Considering that it is a protein that is structurally and functionally related to the mitochondria, similar to other mitochondrial contexts, such as variants in nuclear genome genes, like MFN2, OPA1, OPA2, OPA10, and mitochondrial genomes, such as some forms of Leber Hereditary Optic Neuropathy [10,11,12,32], heterozygous forms of PNPT1 should be strongly considered during the investigation of patients with cerebellar ataxia or spastic ataxia associated with optic atrophy. It is highly recommended to conduct comprehensive genetic testing with NGS-based panels or Whole-Exome Sequencing (WES), especially in cases without an identifiable family history and a higher association with de novo variants.
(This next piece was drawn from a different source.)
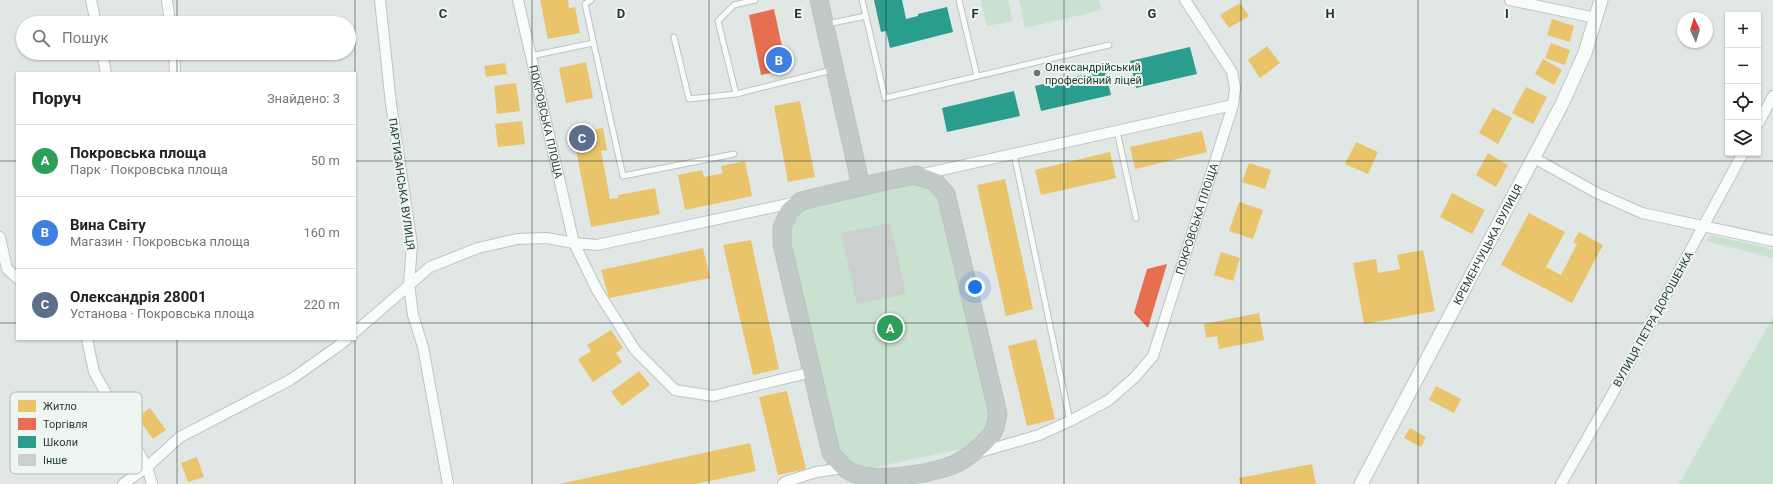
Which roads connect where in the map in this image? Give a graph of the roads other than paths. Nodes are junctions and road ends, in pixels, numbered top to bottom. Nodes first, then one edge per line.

It is also of note that patients with heterozygous variants in the PNPT1 gene present with a complex neurometabolic disorder with mitochondrial dysfunction and hyperactivation of neuroinflammatory pathways, but nevertheless without a well-defined diagnostic biomarker in plasma, tissues, or the cerebrospinal fluid.
4. Conclusions
It is imperative that pathogenic variants in the PNPT1 gene be considered in clinical practice for the proper diagnostic work-up of patients with early-onset spastic ataxia or spastic paraparesis that is associated with optic atrophy, regardless of the presence of a significant neurological family history. The possibility of de novo variants and autosomal dominant inheritance should be emphasized to distinguish these cases from complicated HSP, which typically have autosomal recessive inheritance. There are no cerebrospinal fluid, plasma, or neuroimaging biomarkers that can provide more suggestive clues during the diagnostic work-up of this neurometabolic disorder.